# Developing a Robot for Fruit Growers - what do you think?



## candersen10 (Feb 6, 2017)

Hello, my name is Charlie and I am working to build a robot for fruit growers. Here is a video of an early prototype: [ame="https://www.youtube.com/watch?v=Rzl5cuP6yLY"]https://www.youtube.com/watch?v=Rzl5cuP6yLY[/ame].

What do you think about this? The product is a robotic cart that follows the user, and can also return to a specified point on command. On my farm, it would be very useful for harvesting apples and grapes, and also for spreading mulch (as shown in the video) and in other tasks where I'd otherwise be jumping into/out of a skid steer to spread small bits of material or collect objects.

The cart will be built out of aluminum so will not corrode, and should weigh about 100 pounds and be able to carry 250 pounds or so (at least several bushels of apples).

Any thoughts or feedback on the idea? What might you pay for something like this?


----------



## salcoco (Feb 6, 2017)

video doesn't work


----------



## grapeman (Feb 6, 2017)

No way to tell how we like it when the video just shows an error. I tried searching You tube but I can't find it. Better try again to add a link to it. Thanks


----------



## candersen10 (Feb 6, 2017)

grapeman said:


> No way to tell how we like it when the video just shows an error. I tried searching You tube but I can't find it. Better try again to add a link to it. Thanks



Video should work now - Sorry!


----------



## NorCal (Feb 6, 2017)

I think there will be a market for grape harvesting in the next 5 years in CA. Minimum wage is going from the current $10.50 to $15.00, in steps of $1 per year. Frankly I think it will be really bad for these workers, because their jobs will be disappearing. There will not be waitresses at restaurants, all table top electronics where you order and pay for food. Same at fast food places. I can see it like the back of my hand.

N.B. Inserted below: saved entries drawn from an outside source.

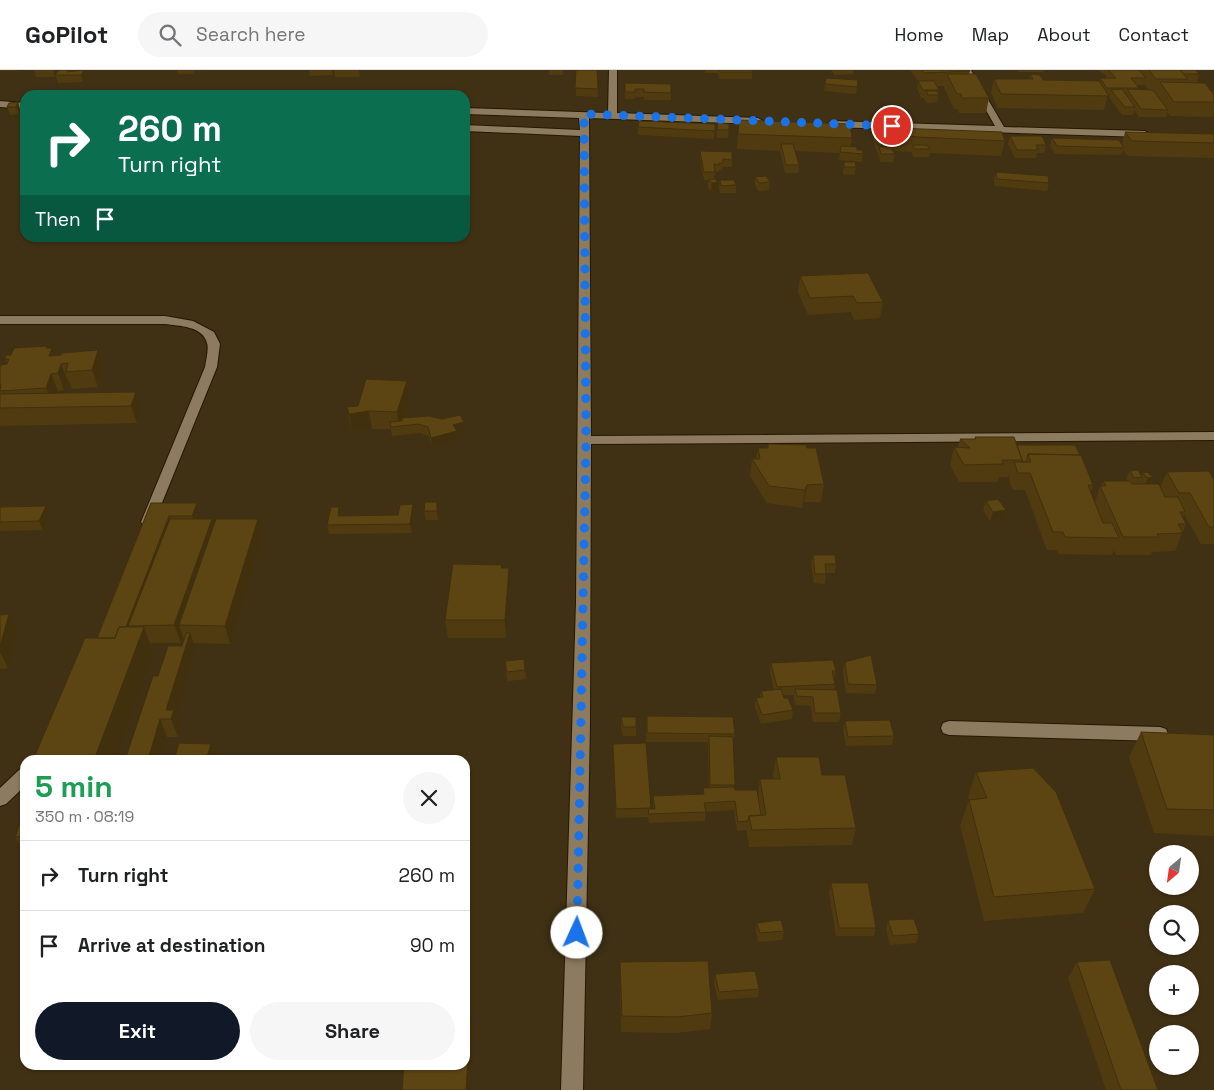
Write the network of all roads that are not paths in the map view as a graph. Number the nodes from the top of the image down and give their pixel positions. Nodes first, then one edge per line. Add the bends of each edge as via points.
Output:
1 (613, 70) edge
2 (967, 70) edge
3 (20, 100) edge
4 (0, 102) edge
5 (20, 105) edge
6 (470, 111) edge
7 (584, 114) junction
8 (612, 115) junction
9 (765, 121) edge
10 (824, 124) edge
11 (470, 128) edge
12 (1002, 129) junction
13 (584, 133) junction
14 (1156, 134) edge
15 (0, 320) edge
16 (1212, 439) edge
17 (586, 440) junction
18 (142, 538) edge
19 (949, 728) dead end
20 (1175, 735) edge
21 (20, 780) edge
22 (0, 799) edge
23 (572, 1090) edge

1 - 8 street
2 - 12 street
3 - 4 street
4 - 5 street
6 - 7 street
7 - 8 street
7 - 13 street
8 - 9 street
10 - 12 street
11 - 13 street
12 - 14 street
13 - 17 street
15 - 18 street via 165,320 193,325 208,332 214,344 211,367
16 - 17 street
17 - 23 street
19 - 20 street
21 - 22 street

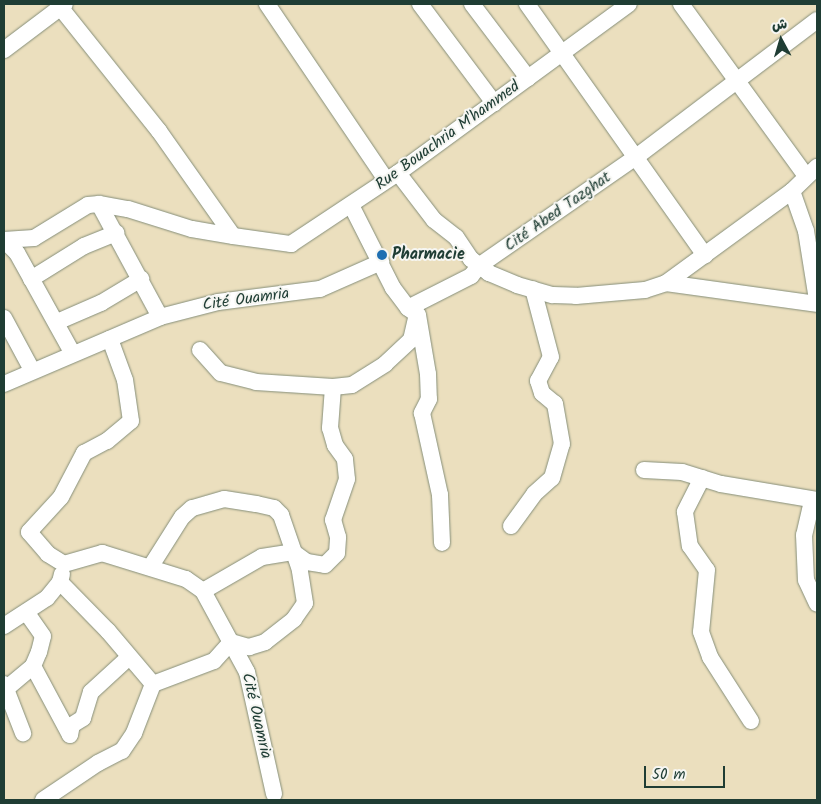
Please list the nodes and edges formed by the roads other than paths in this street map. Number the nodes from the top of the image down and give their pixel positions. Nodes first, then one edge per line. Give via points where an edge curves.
1 (267, 4) edge
2 (420, 4) edge
3 (472, 4) edge
4 (527, 4) edge
5 (629, 4) edge
6 (681, 4) edge
7 (63, 5) edge
8 (817, 20) edge
9 (4, 50) edge
10 (563, 52) junction
11 (528, 78) junction
12 (737, 79) junction
13 (494, 103) junction
14 (636, 157) junction
15 (811, 172) edge
16 (392, 176) junction
17 (792, 190) junction
18 (99, 204) junction
19 (351, 205) junction
20 (116, 233) junction
21 (233, 236) junction
22 (4, 240) edge
23 (705, 255) junction
24 (381, 262) junction
25 (480, 266) junction
26 (31, 279) junction
27 (141, 279) junction
28 (666, 284) junction
29 (533, 290) junction
30 (817, 300) edge
31 (817, 304) edge
32 (413, 312) junction
33 (160, 317) junction
34 (4, 318) edge
35 (57, 322) junction
36 (110, 339) junction
37 (200, 350) dead end
38 (73, 354) junction
39 (32, 370) junction
40 (4, 384) edge
41 (333, 387) junction
42 (644, 470) dead end
43 (702, 478) junction
44 (814, 500) edge
45 (511, 526) dead end
46 (442, 542) dead end
47 (293, 552) junction
48 (64, 564) junction
49 (151, 566) junction
50 (60, 582) junction
51 (203, 591) junction
52 (817, 604) edge
53 (27, 614) junction
54 (4, 626) edge
55 (231, 642) junction
56 (129, 657) junction
57 (33, 666) junction
58 (153, 684) junction
59 (5, 686) edge
60 (751, 721) dead end
61 (23, 734) dead end
62 (274, 794) dead end
63 (43, 800) edge

1 - 16 street
2 - 13 street
3 - 11 street
4 - 10 street
5 - 10 street, Rue Bouachria M'hammed
6 - 12 street
7 - 9 street
7 - 21 street via 159,131
8 - 12 street, Cité Abed Tazghat
10 - 11 street, Rue Bouachria M'hammed
10 - 14 street
11 - 13 street, Rue Bouachria M'hammed
12 - 14 street, Cité Abed Tazghat
12 - 15 street
13 - 16 street, Rue Bouachria M'hammed
14 - 23 street
14 - 25 street, Cité Abed Tazghat
15 - 17 street
16 - 19 street, Rue Bouachria M'hammed
16 - 25 street via 434,220 456,237
17 - 23 street
17 - 30 street via 806,231
18 - 20 street
18 - 21 street, Rue Bouachria M'hammed via 128,209 185,228
18 - 22 street via 88,205 34,238
19 - 21 street, Rue Bouachria M'hammed via 291,244 258,242
19 - 24 street
20 - 26 street via 84,246
20 - 27 street
22 - 26 street via 17,253
23 - 28 street
24 - 32 street via 393,288
24 - 33 street, Cité Ouamria via 320,289 218,302
25 - 29 street
25 - 32 street, Cité Abed Tazghat via 457,285
26 - 35 street
27 - 33 street
27 - 35 street via 101,303
28 - 29 street via 645,290 576,296
28 - 31 street
29 - 45 street via 552,357 538,381 542,393 556,404 562,444 552,478 534,494
32 - 41 street via 411,340 385,364 352,386
32 - 46 street via 428,374 429,399 422,413 440,495
33 - 36 street, Cité Ouamria
34 - 39 street
35 - 38 street
36 - 38 street, Cité Ouamria
36 - 48 street via 132,406 131,420 107,441 84,453 61,497 29,532 48,554
37 - 41 street via 221,373 238,378 272,385
38 - 39 street, Cité Ouamria
39 - 40 street, Cité Ouamria
41 - 47 street via 330,428 335,446 345,459 347,479 333,520 338,537 337,553 325,565 307,562
42 - 43 street via 682,472
43 - 44 street
43 - 60 street via 685,512 690,546 707,570 701,632 710,658
44 - 52 street via 804,534 806,580
47 - 49 street via 281,516 274,508 224,499 192,508 182,516
47 - 51 street via 262,557
47 - 55 street via 305,603 294,619 265,642 249,647
48 - 49 street, Cité Ouamria via 102,553 134,565
48 - 50 street
49 - 51 street, Cité Ouamria via 186,579
50 - 53 street
50 - 56 street
51 - 55 street, Cité Ouamria
53 - 54 street
53 - 57 street via 43,636
55 - 58 street via 214,661
55 - 62 street, Cité Ouamria via 247,672
56 - 57 street via 91,692 83,718 72,725 70,735
56 - 58 street
57 - 59 street
58 - 63 street via 134,733 122,751
59 - 61 street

I manage 20 acres of vines for our community and we contract out everything. The biggest expense is the contractor's labor, which I foresee going up significantly. A cart that could serve as a collection point for the workers cutting grapes and shuttles to/from the macro bin would be useful and replace a significant amount of the labor in our operation. Same goes for pruning. It takes as much labor to remove all the clipped canes as it does to clip them.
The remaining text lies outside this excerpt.